What lines below hold the string "Chatta"? Copy them all.

*** Data to use Section Begins ***

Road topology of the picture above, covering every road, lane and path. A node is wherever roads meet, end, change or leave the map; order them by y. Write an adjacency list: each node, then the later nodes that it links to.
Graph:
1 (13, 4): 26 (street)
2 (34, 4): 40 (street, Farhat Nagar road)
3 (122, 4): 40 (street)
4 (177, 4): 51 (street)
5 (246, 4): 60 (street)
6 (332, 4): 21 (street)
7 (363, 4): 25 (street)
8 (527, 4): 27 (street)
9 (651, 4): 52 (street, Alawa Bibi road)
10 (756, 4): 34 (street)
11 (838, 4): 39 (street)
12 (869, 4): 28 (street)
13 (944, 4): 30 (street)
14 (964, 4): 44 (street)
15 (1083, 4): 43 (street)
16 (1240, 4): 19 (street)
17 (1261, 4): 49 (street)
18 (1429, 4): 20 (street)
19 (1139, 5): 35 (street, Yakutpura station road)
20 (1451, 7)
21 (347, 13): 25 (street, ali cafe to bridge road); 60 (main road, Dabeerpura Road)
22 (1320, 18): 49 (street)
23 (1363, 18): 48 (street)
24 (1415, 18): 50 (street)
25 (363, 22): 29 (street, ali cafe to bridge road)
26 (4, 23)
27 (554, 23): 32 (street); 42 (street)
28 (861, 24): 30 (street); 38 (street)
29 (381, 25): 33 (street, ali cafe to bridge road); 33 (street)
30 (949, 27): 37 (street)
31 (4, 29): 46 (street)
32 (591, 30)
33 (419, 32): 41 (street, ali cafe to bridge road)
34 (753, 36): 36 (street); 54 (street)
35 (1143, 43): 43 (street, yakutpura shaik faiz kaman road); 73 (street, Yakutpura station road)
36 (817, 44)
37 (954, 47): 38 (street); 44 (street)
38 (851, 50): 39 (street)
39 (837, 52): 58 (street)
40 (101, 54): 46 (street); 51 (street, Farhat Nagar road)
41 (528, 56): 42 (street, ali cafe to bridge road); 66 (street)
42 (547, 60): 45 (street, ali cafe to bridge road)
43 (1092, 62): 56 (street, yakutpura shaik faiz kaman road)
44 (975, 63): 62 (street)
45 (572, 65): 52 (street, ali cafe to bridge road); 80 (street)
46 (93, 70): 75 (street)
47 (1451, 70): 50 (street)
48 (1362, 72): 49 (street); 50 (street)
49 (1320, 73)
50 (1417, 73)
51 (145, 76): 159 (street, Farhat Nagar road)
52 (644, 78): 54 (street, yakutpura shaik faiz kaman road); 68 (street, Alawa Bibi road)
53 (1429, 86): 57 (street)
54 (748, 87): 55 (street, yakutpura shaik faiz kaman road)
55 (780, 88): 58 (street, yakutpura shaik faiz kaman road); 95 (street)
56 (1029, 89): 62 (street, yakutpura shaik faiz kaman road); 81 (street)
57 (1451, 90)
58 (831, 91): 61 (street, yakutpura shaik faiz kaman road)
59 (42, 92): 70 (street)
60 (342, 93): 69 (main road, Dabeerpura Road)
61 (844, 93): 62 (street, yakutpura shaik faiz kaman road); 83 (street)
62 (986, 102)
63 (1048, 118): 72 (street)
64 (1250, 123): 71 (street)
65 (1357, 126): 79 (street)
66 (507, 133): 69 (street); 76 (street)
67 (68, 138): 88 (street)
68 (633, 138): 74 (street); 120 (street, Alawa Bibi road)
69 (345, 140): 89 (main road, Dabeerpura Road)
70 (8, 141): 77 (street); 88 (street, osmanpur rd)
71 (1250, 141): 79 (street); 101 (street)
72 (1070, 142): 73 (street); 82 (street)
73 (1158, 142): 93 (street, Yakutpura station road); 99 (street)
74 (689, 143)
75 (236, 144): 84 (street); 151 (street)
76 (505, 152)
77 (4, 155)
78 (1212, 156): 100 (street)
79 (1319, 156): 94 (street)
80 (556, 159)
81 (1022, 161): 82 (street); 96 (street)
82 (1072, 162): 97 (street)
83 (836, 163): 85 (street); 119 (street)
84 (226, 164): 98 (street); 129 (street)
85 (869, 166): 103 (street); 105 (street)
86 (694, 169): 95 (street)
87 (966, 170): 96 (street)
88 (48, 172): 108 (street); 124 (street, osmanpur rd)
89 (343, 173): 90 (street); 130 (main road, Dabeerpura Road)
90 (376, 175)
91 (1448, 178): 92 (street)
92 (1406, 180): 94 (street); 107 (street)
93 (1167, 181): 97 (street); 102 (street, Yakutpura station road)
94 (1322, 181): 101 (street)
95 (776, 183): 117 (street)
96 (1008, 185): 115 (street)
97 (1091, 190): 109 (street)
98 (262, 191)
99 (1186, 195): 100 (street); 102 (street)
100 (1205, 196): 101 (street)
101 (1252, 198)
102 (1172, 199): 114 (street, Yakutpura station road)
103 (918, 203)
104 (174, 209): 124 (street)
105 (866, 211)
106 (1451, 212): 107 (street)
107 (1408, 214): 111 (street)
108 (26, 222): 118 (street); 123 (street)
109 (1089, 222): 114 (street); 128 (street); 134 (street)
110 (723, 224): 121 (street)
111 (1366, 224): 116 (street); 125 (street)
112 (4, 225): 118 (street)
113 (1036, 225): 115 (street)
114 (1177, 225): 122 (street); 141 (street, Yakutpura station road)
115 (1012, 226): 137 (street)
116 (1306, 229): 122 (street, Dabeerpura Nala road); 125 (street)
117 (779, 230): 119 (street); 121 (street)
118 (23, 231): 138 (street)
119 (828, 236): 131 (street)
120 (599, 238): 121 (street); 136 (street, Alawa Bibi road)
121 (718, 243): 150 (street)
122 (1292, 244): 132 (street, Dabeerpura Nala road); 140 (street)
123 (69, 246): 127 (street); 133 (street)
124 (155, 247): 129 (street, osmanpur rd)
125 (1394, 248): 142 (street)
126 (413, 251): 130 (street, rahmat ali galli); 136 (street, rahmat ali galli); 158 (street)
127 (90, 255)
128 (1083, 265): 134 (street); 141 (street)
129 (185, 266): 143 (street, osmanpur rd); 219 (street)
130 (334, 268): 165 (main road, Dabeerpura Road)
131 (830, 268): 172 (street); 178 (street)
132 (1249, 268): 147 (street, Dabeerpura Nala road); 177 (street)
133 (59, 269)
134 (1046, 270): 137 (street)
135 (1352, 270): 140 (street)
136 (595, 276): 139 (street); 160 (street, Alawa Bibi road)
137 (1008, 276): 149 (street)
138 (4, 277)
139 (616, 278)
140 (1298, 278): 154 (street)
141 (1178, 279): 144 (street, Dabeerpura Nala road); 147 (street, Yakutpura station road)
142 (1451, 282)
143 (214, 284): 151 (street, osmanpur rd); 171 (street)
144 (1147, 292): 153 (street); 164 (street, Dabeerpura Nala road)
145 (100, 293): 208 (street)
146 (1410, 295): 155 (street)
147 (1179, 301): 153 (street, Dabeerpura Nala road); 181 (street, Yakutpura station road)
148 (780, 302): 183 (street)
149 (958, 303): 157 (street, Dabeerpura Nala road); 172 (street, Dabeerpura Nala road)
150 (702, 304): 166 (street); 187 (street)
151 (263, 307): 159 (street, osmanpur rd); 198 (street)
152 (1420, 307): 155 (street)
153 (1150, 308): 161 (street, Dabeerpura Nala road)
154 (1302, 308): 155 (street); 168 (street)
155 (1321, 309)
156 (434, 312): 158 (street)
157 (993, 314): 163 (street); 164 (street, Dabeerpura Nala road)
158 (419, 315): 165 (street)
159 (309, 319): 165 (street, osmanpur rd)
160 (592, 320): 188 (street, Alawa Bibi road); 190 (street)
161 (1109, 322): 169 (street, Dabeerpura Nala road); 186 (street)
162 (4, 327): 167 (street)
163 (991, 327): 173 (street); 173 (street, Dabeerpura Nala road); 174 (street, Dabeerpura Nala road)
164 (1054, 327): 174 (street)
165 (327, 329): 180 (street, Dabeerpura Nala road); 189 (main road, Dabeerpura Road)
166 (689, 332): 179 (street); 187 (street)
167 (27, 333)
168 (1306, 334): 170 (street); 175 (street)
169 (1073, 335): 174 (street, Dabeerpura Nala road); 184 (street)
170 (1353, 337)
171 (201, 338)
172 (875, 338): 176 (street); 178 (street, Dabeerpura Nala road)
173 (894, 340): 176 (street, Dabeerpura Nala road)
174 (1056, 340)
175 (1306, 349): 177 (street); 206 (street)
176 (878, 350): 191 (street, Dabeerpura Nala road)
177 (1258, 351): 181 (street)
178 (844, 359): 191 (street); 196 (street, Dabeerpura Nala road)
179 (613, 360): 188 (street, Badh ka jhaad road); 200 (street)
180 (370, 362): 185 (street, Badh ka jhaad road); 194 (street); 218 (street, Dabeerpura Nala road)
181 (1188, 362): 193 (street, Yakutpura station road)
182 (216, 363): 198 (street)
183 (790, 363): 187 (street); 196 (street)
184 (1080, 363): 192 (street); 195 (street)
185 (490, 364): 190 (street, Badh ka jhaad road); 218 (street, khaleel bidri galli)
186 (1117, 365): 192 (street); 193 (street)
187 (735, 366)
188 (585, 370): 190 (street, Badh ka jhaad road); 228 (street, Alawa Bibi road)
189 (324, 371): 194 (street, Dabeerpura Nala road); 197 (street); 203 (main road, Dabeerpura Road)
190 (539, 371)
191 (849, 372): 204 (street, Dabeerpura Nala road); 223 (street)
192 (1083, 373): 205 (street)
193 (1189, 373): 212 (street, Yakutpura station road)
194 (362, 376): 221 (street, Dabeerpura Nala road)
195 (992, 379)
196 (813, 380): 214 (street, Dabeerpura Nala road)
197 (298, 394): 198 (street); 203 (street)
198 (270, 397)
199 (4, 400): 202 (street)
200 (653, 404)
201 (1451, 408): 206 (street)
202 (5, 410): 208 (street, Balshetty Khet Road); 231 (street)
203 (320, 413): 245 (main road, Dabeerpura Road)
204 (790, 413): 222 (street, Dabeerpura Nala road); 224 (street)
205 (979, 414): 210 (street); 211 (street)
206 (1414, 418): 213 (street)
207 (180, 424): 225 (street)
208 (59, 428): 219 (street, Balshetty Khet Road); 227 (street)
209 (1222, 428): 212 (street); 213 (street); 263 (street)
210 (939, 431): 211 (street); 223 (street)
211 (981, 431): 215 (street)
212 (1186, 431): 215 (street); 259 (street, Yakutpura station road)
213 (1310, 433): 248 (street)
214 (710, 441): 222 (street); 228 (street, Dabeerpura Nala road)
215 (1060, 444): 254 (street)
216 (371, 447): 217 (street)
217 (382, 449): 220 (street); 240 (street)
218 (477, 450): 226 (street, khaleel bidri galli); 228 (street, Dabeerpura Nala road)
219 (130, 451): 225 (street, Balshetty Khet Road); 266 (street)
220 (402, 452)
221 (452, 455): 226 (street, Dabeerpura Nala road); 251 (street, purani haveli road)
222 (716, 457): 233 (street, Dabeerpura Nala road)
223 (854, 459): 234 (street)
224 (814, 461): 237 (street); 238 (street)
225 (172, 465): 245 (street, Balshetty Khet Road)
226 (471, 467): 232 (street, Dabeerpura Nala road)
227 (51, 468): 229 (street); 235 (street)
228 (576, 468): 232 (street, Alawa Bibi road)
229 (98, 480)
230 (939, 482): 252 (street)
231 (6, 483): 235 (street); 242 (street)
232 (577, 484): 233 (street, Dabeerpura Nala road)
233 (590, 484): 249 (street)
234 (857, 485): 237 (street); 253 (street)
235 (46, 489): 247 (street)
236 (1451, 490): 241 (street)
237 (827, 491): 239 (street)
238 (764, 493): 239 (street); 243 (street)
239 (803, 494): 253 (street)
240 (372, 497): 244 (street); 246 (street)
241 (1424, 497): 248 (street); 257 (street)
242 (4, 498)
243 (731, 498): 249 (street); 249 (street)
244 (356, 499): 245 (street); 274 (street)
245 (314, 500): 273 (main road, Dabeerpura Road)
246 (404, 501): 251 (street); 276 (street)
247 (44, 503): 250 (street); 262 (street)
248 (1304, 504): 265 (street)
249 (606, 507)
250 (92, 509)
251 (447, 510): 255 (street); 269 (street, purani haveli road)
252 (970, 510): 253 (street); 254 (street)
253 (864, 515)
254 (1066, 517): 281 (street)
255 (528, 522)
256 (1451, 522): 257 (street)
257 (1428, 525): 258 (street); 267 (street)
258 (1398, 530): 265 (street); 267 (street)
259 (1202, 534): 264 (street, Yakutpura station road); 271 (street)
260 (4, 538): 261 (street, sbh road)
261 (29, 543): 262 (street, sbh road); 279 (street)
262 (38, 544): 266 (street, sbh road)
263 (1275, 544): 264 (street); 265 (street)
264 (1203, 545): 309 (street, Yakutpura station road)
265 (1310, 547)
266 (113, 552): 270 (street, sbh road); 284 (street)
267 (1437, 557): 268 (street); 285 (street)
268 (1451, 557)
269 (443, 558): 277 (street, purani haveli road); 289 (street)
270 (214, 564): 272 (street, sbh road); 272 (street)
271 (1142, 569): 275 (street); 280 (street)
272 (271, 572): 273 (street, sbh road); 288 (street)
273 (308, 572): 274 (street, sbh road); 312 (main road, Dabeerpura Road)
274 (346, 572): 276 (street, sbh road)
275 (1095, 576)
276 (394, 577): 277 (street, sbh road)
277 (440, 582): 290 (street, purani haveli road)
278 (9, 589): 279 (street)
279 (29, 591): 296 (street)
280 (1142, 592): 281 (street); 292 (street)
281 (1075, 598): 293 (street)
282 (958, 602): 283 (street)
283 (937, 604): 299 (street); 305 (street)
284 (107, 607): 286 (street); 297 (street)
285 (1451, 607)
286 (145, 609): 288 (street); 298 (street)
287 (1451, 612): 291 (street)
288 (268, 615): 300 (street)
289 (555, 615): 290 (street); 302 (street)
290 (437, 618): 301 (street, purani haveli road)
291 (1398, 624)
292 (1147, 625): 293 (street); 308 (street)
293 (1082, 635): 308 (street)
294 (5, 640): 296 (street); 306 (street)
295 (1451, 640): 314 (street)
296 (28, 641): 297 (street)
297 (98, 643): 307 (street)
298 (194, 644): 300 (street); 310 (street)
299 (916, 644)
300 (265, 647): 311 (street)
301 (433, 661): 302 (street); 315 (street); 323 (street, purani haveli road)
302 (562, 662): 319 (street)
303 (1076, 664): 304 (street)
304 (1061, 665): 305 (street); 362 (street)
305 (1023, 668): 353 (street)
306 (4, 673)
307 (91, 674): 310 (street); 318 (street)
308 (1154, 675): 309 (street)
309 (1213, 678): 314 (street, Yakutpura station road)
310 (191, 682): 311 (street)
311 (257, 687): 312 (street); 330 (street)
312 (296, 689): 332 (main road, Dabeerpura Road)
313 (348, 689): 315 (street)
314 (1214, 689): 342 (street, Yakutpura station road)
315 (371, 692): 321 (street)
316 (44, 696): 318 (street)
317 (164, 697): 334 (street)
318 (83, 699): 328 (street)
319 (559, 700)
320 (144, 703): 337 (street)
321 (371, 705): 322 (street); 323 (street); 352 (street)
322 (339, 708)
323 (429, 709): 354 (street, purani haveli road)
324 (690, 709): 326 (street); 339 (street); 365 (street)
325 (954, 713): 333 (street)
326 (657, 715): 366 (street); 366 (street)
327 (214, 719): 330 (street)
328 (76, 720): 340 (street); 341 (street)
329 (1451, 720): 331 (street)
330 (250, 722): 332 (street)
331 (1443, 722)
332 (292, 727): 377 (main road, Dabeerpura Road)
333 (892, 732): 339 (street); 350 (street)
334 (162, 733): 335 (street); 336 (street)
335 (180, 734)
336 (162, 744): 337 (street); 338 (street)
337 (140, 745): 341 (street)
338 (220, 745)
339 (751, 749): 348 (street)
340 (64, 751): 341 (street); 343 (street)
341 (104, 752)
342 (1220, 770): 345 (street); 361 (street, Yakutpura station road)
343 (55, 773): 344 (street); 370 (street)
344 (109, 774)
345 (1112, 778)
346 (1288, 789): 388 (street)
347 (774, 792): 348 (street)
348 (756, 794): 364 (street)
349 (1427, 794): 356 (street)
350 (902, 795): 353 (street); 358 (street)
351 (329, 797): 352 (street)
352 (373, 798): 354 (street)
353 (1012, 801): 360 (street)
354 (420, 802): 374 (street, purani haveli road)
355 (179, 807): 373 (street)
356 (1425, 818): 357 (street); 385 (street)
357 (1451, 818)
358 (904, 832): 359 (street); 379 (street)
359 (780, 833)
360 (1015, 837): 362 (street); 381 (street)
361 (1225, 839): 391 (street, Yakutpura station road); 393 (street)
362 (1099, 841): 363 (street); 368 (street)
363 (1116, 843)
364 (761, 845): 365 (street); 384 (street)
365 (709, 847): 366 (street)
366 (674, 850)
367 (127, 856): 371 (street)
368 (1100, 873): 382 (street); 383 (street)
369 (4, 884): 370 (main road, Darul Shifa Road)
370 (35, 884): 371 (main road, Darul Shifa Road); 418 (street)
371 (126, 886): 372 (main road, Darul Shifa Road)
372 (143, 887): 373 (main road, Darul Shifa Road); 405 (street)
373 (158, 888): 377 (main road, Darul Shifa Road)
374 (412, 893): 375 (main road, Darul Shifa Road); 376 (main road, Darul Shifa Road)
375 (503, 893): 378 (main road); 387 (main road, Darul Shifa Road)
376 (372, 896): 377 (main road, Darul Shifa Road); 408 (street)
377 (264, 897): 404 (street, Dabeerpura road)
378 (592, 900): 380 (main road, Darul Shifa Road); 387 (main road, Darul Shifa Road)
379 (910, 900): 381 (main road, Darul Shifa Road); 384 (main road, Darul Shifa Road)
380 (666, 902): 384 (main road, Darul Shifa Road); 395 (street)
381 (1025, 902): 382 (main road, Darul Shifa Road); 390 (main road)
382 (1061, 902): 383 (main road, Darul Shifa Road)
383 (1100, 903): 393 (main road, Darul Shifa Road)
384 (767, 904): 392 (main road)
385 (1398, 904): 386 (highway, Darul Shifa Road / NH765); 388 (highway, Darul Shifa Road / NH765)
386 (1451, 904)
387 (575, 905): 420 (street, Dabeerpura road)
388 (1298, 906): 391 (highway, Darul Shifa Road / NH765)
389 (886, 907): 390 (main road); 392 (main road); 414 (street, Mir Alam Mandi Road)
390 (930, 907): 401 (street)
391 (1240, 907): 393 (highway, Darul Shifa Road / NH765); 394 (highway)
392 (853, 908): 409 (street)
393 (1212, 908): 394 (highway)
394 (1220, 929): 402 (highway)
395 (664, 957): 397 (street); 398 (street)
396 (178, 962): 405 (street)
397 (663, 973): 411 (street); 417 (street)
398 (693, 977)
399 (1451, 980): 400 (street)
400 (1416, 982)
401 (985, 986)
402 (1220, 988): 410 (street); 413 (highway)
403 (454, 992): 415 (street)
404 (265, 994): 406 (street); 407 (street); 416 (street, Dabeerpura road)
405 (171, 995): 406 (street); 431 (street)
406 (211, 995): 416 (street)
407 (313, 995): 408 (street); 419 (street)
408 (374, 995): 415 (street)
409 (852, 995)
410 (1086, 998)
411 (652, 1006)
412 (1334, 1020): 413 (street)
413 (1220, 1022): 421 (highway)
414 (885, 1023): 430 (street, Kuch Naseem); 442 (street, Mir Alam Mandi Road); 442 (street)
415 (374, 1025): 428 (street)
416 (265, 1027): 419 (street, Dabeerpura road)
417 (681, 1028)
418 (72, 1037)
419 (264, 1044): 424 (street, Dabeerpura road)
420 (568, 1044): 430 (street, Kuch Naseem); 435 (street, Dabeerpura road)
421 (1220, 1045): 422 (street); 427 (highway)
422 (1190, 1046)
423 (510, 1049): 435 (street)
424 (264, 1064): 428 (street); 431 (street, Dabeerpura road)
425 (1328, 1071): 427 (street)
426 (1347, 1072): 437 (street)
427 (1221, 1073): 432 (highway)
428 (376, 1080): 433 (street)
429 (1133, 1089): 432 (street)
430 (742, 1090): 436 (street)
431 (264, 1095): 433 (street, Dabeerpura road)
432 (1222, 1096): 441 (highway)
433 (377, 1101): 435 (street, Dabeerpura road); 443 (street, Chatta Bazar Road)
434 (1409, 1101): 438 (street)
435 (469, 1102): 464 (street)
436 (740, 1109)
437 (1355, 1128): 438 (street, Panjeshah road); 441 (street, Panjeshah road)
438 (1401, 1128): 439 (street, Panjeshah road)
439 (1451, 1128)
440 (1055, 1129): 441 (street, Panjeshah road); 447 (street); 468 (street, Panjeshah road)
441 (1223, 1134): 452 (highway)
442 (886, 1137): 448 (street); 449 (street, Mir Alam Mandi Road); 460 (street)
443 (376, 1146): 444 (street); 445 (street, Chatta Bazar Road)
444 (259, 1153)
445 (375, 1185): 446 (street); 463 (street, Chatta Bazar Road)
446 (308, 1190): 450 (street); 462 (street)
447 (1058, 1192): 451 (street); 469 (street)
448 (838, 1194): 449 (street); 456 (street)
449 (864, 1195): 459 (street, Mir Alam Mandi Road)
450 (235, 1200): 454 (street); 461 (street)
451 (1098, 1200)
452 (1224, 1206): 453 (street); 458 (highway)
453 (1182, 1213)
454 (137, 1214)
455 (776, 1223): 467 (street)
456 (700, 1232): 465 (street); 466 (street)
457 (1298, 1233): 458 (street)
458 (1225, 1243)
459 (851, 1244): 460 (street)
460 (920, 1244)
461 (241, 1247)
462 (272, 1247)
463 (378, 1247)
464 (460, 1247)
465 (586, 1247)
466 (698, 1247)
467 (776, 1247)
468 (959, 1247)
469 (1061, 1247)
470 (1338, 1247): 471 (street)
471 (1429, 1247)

*** Data to use Section Ends ***

_Task answer_.
433 (377, 1101): 435 (street, Dabeerpura road); 443 (street, Chatta Bazar Road)
443 (376, 1146): 444 (street); 445 (street, Chatta Bazar Road)
445 (375, 1185): 446 (street); 463 (street, Chatta Bazar Road)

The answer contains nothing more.